**Task to carry out:** Take each line in the entries below that holds "roads" and show it.

**Input:**
•••••

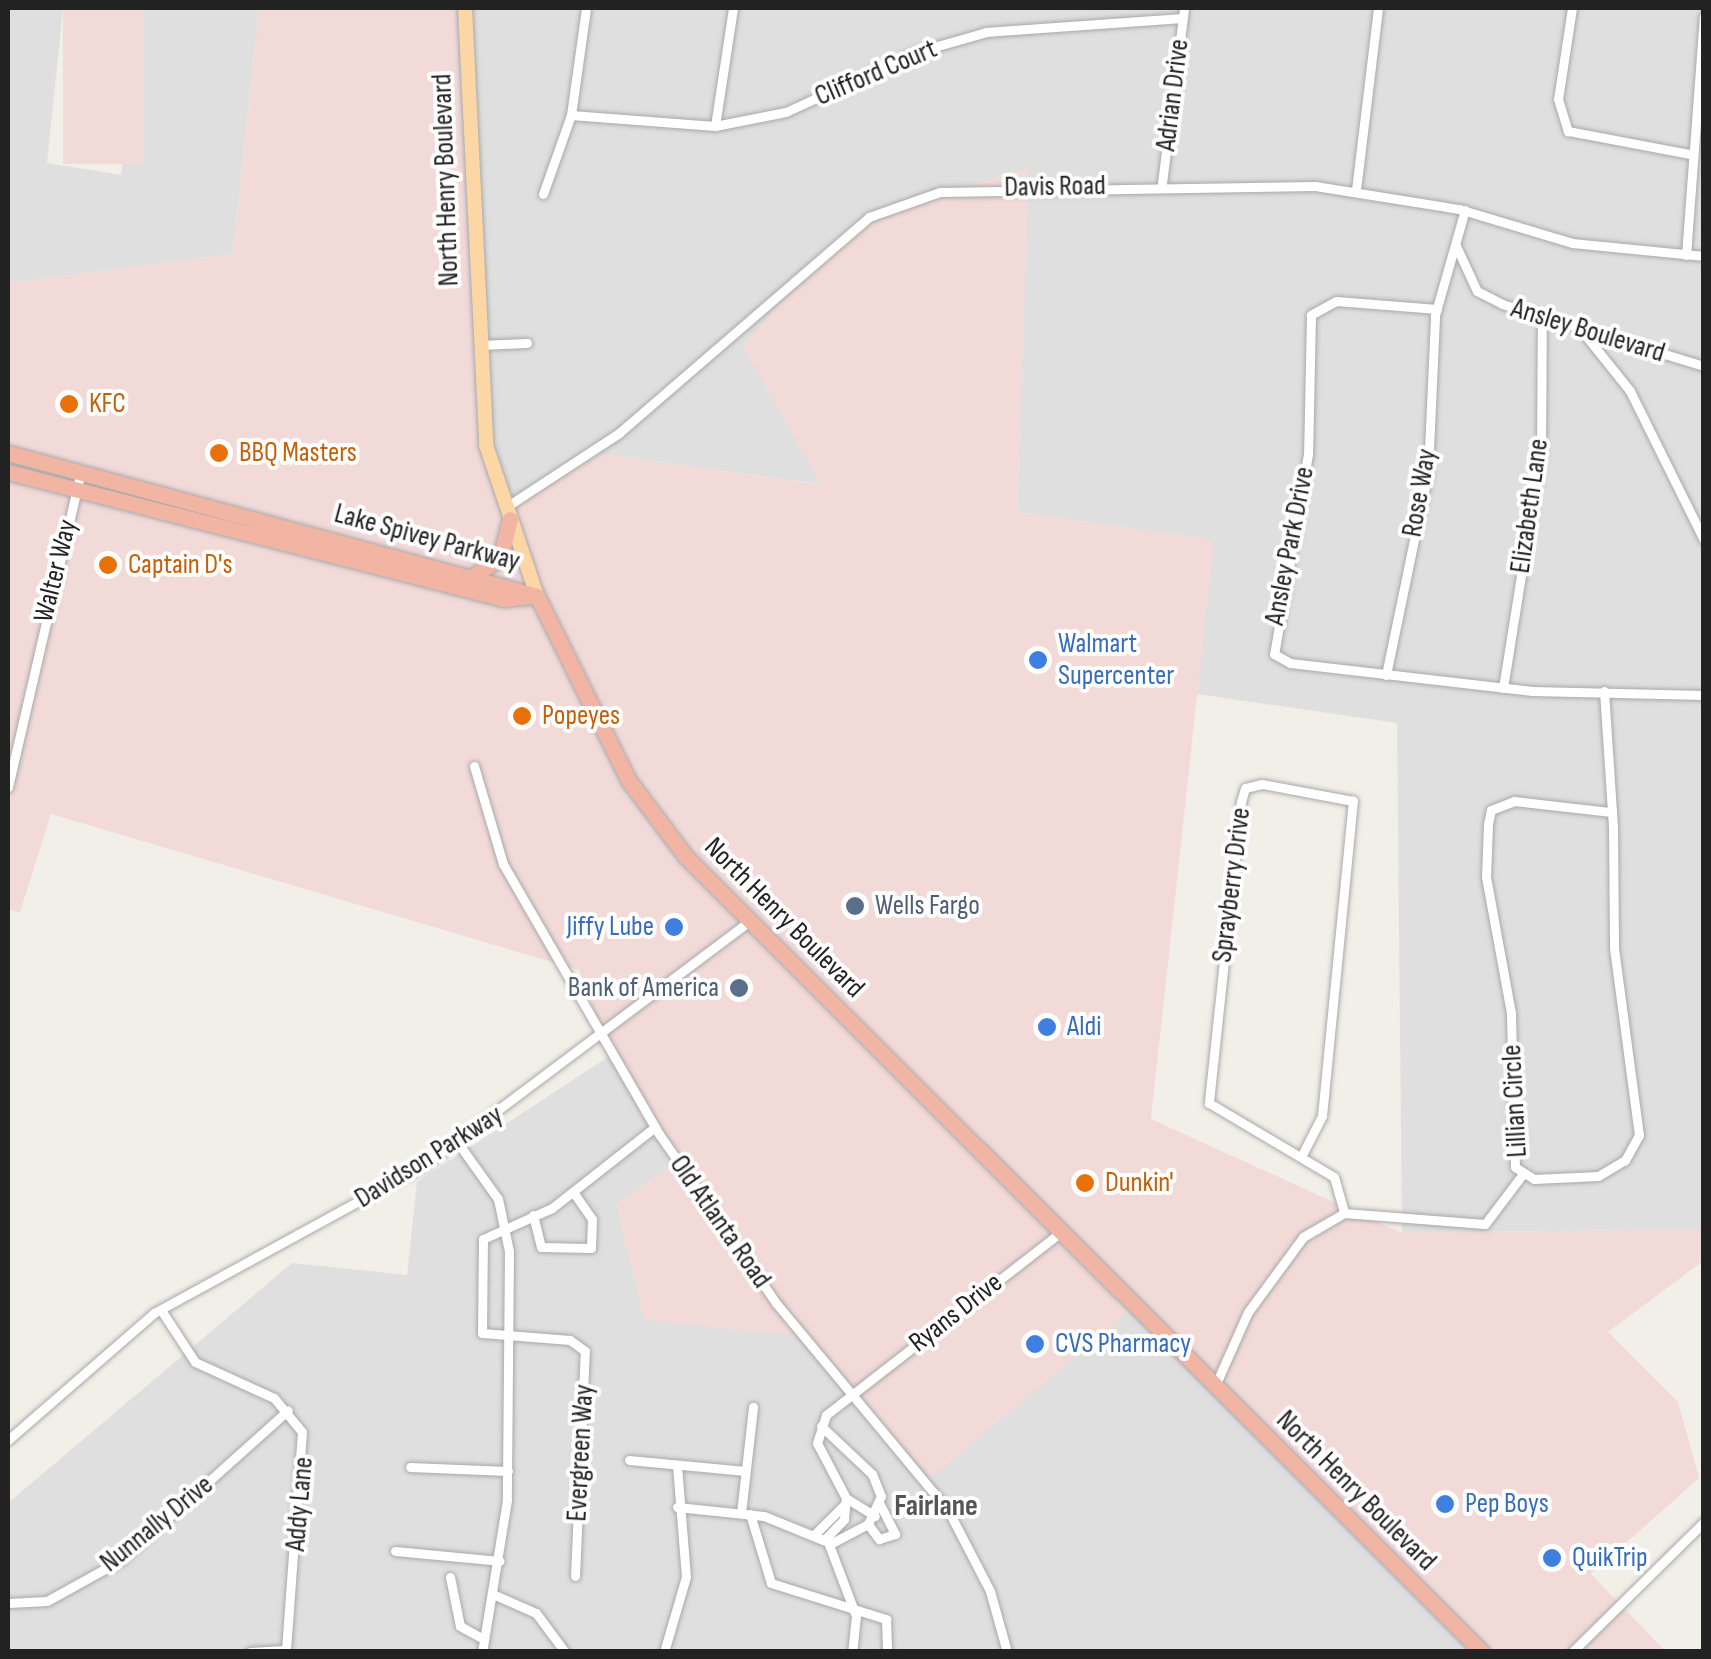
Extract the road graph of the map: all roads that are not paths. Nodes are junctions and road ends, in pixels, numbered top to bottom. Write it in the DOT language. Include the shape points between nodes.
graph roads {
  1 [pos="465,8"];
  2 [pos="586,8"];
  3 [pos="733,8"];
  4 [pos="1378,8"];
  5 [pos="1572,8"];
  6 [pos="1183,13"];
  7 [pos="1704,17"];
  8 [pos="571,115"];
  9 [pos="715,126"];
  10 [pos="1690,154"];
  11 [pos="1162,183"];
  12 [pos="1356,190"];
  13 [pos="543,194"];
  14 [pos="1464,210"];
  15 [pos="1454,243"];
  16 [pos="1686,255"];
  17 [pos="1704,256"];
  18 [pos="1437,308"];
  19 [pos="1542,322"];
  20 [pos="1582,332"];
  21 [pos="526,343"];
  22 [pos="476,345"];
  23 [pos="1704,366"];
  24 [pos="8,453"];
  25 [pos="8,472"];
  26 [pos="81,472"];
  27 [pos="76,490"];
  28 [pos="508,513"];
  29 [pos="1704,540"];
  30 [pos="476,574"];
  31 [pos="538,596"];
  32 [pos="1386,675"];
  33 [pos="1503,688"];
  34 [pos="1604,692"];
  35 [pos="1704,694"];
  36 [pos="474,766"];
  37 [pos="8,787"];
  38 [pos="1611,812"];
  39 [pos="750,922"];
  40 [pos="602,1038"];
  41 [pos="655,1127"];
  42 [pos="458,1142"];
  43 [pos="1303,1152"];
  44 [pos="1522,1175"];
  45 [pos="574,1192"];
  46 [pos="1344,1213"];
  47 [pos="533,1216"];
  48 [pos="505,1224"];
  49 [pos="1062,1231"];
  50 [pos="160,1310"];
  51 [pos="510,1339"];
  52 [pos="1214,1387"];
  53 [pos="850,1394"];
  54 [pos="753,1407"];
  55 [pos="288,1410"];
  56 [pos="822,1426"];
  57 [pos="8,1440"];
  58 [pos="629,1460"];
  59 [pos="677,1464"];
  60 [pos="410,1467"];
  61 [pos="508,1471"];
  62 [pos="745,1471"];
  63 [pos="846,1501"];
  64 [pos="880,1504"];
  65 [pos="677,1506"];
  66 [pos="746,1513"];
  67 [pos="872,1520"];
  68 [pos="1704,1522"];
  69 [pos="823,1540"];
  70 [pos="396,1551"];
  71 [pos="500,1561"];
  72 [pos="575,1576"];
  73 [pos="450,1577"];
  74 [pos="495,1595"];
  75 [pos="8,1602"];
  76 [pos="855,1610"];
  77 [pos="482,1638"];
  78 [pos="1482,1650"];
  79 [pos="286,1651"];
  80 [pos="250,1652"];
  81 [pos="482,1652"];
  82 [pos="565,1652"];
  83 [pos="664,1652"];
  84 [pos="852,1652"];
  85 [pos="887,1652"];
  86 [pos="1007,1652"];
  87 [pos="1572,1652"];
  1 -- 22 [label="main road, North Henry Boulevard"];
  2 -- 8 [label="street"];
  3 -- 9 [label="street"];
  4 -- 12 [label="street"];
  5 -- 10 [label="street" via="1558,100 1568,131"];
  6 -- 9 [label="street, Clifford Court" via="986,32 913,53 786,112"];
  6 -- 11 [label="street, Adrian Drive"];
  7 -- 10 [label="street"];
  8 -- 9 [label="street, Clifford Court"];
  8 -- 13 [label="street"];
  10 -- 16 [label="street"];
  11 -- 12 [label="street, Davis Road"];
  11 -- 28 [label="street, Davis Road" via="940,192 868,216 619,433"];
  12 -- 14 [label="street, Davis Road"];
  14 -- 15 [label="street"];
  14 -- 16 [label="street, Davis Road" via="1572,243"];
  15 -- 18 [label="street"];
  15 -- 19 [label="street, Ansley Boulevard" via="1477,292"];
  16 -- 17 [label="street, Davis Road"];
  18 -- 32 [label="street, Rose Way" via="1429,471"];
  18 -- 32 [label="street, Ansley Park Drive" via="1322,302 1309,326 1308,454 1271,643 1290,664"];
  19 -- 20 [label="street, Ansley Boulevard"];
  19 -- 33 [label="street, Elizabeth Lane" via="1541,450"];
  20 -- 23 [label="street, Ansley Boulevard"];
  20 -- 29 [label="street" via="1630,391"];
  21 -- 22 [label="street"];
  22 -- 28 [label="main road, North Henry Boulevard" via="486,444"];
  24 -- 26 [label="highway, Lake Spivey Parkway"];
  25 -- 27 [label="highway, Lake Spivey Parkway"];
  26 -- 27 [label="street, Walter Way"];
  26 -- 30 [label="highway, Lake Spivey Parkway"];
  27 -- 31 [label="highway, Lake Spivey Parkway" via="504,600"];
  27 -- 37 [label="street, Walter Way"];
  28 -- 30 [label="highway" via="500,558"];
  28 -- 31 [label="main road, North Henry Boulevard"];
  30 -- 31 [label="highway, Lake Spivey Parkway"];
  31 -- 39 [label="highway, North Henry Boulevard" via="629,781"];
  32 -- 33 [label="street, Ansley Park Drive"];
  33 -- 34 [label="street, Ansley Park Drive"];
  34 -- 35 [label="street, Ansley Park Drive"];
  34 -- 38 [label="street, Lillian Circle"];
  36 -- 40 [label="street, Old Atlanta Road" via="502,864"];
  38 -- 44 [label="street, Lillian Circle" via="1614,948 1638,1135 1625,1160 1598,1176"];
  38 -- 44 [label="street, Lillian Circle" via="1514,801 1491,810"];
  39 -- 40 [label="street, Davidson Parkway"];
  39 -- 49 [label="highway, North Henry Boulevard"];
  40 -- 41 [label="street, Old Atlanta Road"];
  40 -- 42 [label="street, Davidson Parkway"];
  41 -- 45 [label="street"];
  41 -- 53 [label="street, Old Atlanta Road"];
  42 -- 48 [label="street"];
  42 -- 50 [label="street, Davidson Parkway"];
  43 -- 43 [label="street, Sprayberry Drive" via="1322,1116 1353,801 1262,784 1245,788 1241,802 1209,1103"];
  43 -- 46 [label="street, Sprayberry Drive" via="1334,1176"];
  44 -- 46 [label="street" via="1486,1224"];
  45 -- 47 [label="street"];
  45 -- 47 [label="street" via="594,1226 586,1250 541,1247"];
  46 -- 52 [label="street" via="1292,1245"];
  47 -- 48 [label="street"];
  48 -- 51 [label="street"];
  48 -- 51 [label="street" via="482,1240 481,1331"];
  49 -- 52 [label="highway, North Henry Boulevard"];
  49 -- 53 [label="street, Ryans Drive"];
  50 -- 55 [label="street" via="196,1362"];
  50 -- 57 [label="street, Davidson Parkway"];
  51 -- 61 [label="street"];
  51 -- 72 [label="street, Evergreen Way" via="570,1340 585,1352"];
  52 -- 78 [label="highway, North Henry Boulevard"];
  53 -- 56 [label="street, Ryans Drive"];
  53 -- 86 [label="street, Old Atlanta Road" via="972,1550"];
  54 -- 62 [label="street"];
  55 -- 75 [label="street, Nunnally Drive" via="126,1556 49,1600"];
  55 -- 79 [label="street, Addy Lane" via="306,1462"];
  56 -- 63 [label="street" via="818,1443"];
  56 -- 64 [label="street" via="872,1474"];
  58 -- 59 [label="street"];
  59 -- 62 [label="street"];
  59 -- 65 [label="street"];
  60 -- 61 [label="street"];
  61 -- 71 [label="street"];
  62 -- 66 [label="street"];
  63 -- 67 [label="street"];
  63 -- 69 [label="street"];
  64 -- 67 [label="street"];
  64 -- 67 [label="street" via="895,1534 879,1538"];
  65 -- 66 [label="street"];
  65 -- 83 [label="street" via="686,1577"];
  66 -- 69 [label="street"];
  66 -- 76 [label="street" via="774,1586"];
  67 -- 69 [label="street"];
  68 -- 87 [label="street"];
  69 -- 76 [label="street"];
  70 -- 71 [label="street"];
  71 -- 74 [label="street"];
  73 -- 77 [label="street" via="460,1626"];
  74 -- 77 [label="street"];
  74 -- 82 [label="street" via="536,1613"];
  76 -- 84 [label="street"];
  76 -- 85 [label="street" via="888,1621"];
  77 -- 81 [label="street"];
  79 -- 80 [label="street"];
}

•••••

**Finished exercise:**
Extract the road graph of the map: all roads that are not paths. Nodes are junctions and road ends, in pixels, numbered top to bottom. Write it in the DOT language. Include the shape points between nodes.
graph roads {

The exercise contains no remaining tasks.